Australia's victory in Melbourne on Saturday saw them level the three-match contest at 1-1 and left the Lions' hopes of a much-longed for first series victory since 1997 dependent on the result of next week's final Test in Sydney.

"Frankly, they [the Lions] sat back when they should have gone out and blasted it," wrote Stephen Jones, the long-serving correspondent of the Sunday Times.

As for the pack selected by Lions coach Warren Gatland, Jones added: "I was amazed how light and fluffy and vulnerable it was, even up against an Australian pack that, frankly, would not even frighten your grandmother at midnight in a dark alley".

Jones highlighted how prop Mako Vunipola, for all his good play in the loose, had endured a torrid match in the scrum, Jones wrote.

"Sadly, the metaphorical cemeteries of rugby are full of props who were rated for other things bar scrummaging, and who were badly exposed for their lack of scrummaging power," he wrote.

Jones's Sunday Times colleague Stuart Barnes, the former England and Lions flyhalf, added the Lions had "stopped playing in the last 20 minutes".

Current Lions No.10 Jonathan Sexton said there were times during the second Test when "it felt like were just wishing for the game to finish rather than going after it".

Australia scored the only try of the match when Adam Ashley-Cooper crossed four minutes from time and the Sunday Express's Steve Bale wrote: "The Lions created so little when stretched to bursting point at Docklands [Etihad] Stadium that they can hardly complain this series will now go to a decider."
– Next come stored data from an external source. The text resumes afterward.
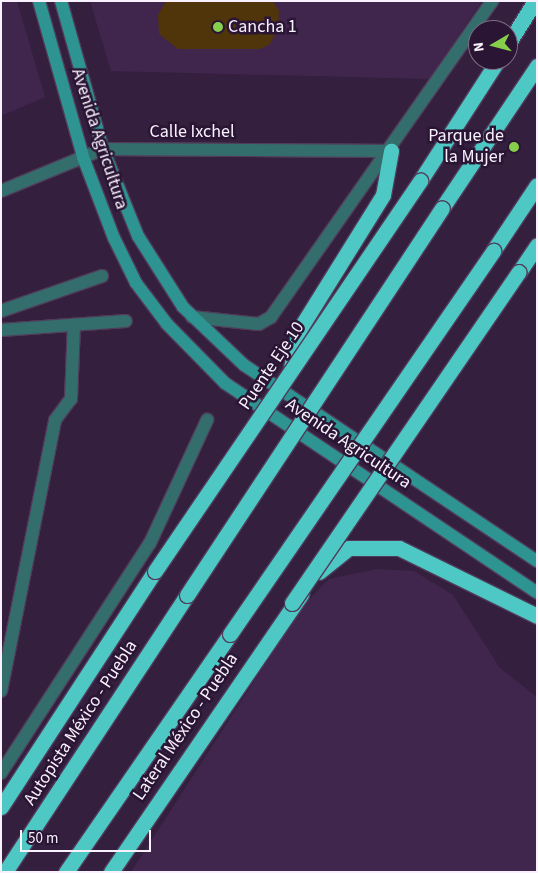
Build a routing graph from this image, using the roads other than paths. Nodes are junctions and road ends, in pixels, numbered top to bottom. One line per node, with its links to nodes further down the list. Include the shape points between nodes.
1 (39, 1): 10 (main road, Avenida Agricultura)
2 (61, 1): 8 (main road, Avenida Agricultura)
3 (492, 1): 9 (street)
4 (535, 1): 5 (highway)
5 (518, 28)
6 (537, 66): 31 (highway, Autopista México - Puebla, bridge)
7 (492, 70): 20 (highway, Puente Eje 10, bridge)
8 (103, 148): 9 (street, Calle Ixchel); 10 (street, Calle Ixchel); 16 (main road, Avenida Agricultura, via 138,236)
9 (391, 150): 16 (street, via 271,317 259,324); 20 (highway, via 383,195 299,330)
10 (83, 157): 12 (street, Calle Ixchel); 23 (main road, Avenida Agricultura, via 136,283 167,324 225,383)
11 (537, 185): 32 (highway, bridge)
12 (1, 192)
13 (537, 245): 24 (highway, bridge)
14 (102, 276): 15 (street)
15 (1, 310)
16 (192, 317): 22 (main road, Avenida Agricultura, via 244,365)
17 (126, 321): 18 (street)
18 (74, 325): 19 (street); 26 (street, via 71,399 55,420)
19 (1, 330)
20 (290, 373): 28 (highway, Puente Eje 10, bridge)
21 (208, 420): 27 (street, via 150,543)
22 (537, 561)
23 (537, 592)
24 (292, 603): 25 (highway, via 337,554 380,546 420,554); 33 (highway, Lateral México - Puebla)
25 (537, 616)
26 (1, 691)
27 (25, 740): 28 (street); 29 (street)
28 (39, 750): 30 (highway)
29 (1, 773)
30 (1, 807)
31 (5, 872)
32 (66, 872)
33 (111, 872)

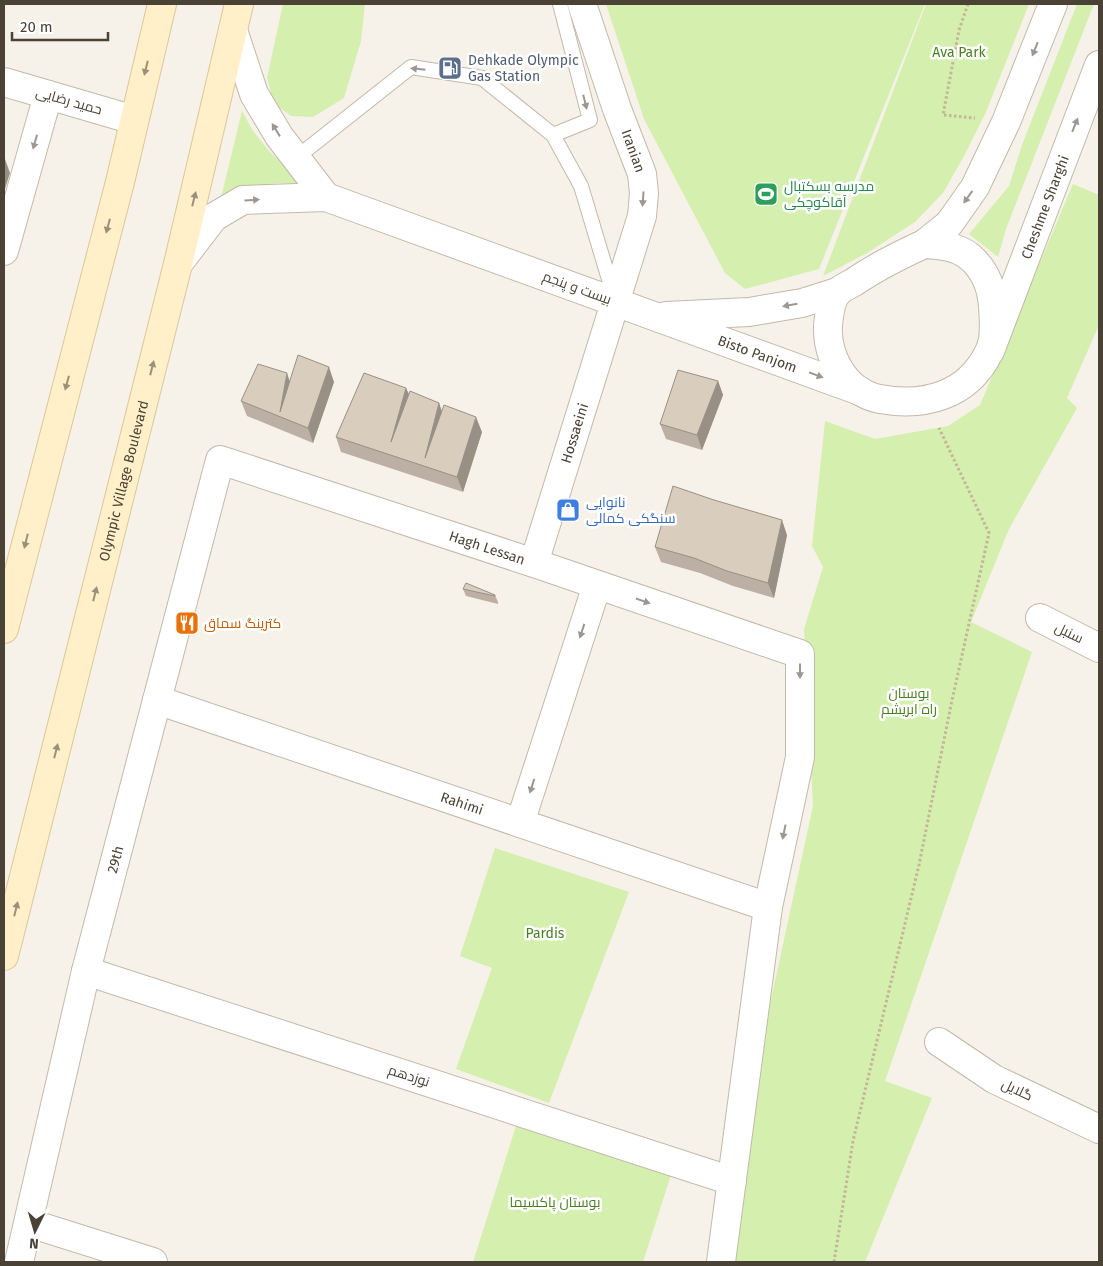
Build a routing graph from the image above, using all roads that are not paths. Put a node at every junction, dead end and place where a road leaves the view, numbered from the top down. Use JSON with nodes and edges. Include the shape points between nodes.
{"nodes":[{"id":1,"x":162,"y":4,"type":"edge"},
{"id":2,"x":239,"y":4,"type":"edge"},
{"id":3,"x":560,"y":4,"type":"edge"},
{"id":4,"x":582,"y":4,"type":"edge"},
{"id":5,"x":1053,"y":4,"type":"edge"},
{"id":6,"x":233,"y":30,"type":"junction"},
{"id":7,"x":1099,"y":64,"type":"edge"},
{"id":8,"x":4,"y":82,"type":"edge"},
{"id":9,"x":48,"y":95,"type":"junction"},
{"id":10,"x":134,"y":120,"type":"junction"},
{"id":11,"x":553,"y":136,"type":"junction"},
{"id":12,"x":296,"y":158,"type":"junction"},
{"id":13,"x":326,"y":197,"type":"junction"},
{"id":14,"x":924,"y":244,"type":"junction"},
{"id":15,"x":4,"y":251,"type":"edge"},
{"id":16,"x":178,"y":264,"type":"junction"},
{"id":17,"x":837,"y":292,"type":"junction"},
{"id":18,"x":616,"y":302,"type":"junction"},
{"id":19,"x":655,"y":317,"type":"junction"},
{"id":20,"x":990,"y":351,"type":"junction"},
{"id":21,"x":860,"y":391,"type":"junction"},
{"id":22,"x":220,"y":460,"type":"joint"},
{"id":23,"x":534,"y":564,"type":"junction"},
{"id":24,"x":596,"y":585,"type":"junction"},
{"id":25,"x":1040,"y":618,"type":"dead end"},
{"id":26,"x":4,"y":629,"type":"edge"},
{"id":27,"x":1099,"y":648,"type":"edge"},
{"id":28,"x":157,"y":700,"type":"junction"},
{"id":29,"x":520,"y":823,"type":"junction"},
{"id":30,"x":768,"y":907,"type":"junction"},
{"id":31,"x":4,"y":956,"type":"edge"},
{"id":32,"x":86,"y":971,"type":"junction"},
{"id":33,"x":939,"y":1042,"type":"dead end"},
{"id":34,"x":1099,"y":1129,"type":"edge"},
{"id":35,"x":732,"y":1181,"type":"junction"},
{"id":36,"x":29,"y":1223,"type":"junction"},
{"id":37,"x":19,"y":1262,"type":"edge"},
{"id":38,"x":152,"y":1262,"type":"edge"},
{"id":39,"x":721,"y":1262,"type":"edge"}],
"edges":[{"from":1,"to":10,"type":"main road","one_way":true},
{"from":2,"to":6,"type":"main road","name":"Olympic Village Boulevard"},
{"from":3,"to":11,"type":"lane","one_way":true,"via":[[590,120]]},
{"from":4,"to":18,"type":"street","name":"Iranian","one_way":true,"via":[[642,174],[642,216]]},
{"from":5,"to":14,"type":"street","one_way":true,"via":[[1006,122],[975,187],[949,224]]},
{"from":12,"to":6,"type":"street","one_way":true,"via":[[254,94]]},
{"from":16,"to":6,"type":"main road","name":"Olympic Village Boulevard","one_way":true},
{"from":20,"to":7,"type":"street","name":"Cheshme Sharghi","one_way":true},
{"from":8,"to":9,"type":"street","name":"حمید رضایی"},
{"from":9,"to":10,"type":"street","name":"حمید رضایی"},
{"from":9,"to":15,"type":"street","one_way":true},
{"from":10,"to":26,"type":"main road","one_way":true},
{"from":11,"to":12,"type":"lane","one_way":true,"via":[[482,78],[411,67]]},
{"from":11,"to":18,"type":"lane","via":[[581,186]]},
{"from":12,"to":13,"type":"street"},
{"from":16,"to":13,"type":"street","one_way":true,"via":[[214,217],[243,200]]},
{"from":13,"to":18,"type":"street","name":"بیست و پنجم"},
{"from":14,"to":17,"type":"street"},
{"from":14,"to":20,"type":"street","via":[[955,249],[969,256],[985,273],[993,295]]},
{"from":31,"to":16,"type":"main road","name":"Olympic Village Boulevard","one_way":true},
{"from":17,"to":19,"type":"street","name":"بیست و پنجم","one_way":true,"via":[[802,303],[749,312]]},
{"from":17,"to":21,"type":"street","via":[[830,308],[829,345],[834,362]]},
{"from":18,"to":19,"type":"street","name":"بیست و پنجم"},
{"from":18,"to":23,"type":"street","name":"Hossaeini"},
{"from":19,"to":21,"type":"street","name":"Bisto Panjom","one_way":true},
{"from":20,"to":21,"type":"street","via":[[974,375],[951,392],[926,401],[898,402]]},
{"from":22,"to":23,"type":"street","name":"Hagh Lessan"},
{"from":22,"to":28,"type":"street","name":"29th"},
{"from":23,"to":24,"type":"street","name":"Hagh Lessan"},
{"from":24,"to":29,"type":"street","one_way":true},
{"from":24,"to":30,"type":"street","name":"Hagh Lessan","one_way":true,"via":[[800,654],[800,757]]},
{"from":25,"to":27,"type":"street","name":"سنبل"},
{"from":28,"to":29,"type":"street","name":"Rahimi"},
{"from":28,"to":32,"type":"street","name":"29th"},
{"from":29,"to":30,"type":"street","name":"Rahimi"},
{"from":30,"to":35,"type":"street"},
{"from":32,"to":35,"type":"street","name":"نوزدهم"},
{"from":32,"to":36,"type":"street","name":"29th"},
{"from":33,"to":34,"type":"street","name":"گلایل","via":[[994,1079]]},
{"from":35,"to":39,"type":"street"},
{"from":36,"to":37,"type":"street","name":"29th"},
{"from":36,"to":38,"type":"street"}]}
Bale added that the tension surrounding both sides had contributed to an "error-strewn affair – the Lions' very future after their long failure to win a series anywhere and the fate of Wallaby coach Robbie Deans being two key issues riding on this series".

There was widespread sympathy for Leigh Halfpenny after the normally reliable goal-kicker had a penalty to win the match, and with it seal the Lions' first series success since their 1997 triumph in South Africa.

His kick fell short, an effort from more than 50 metres, the edge of his range, virtually the last kick of the game.

By contrast Australia's Christian Lealiifano, whose Test debut last week lasted less than a minute after he was knocked out, was on target with all four of his place-kicks in Melbourne.

His injury last week sparked a goalkicking crisis which contributed to Australia's 23-21 defeat in the first test.

"Never mind Leigh Halfpenny's missed kick, which hurt so much that it left him doubled up in pain," wrote the Observer's Andy Bull.

"The Lions' supposed strengths, their set pieces, have been exposed, and exploited, by this canny Australia side."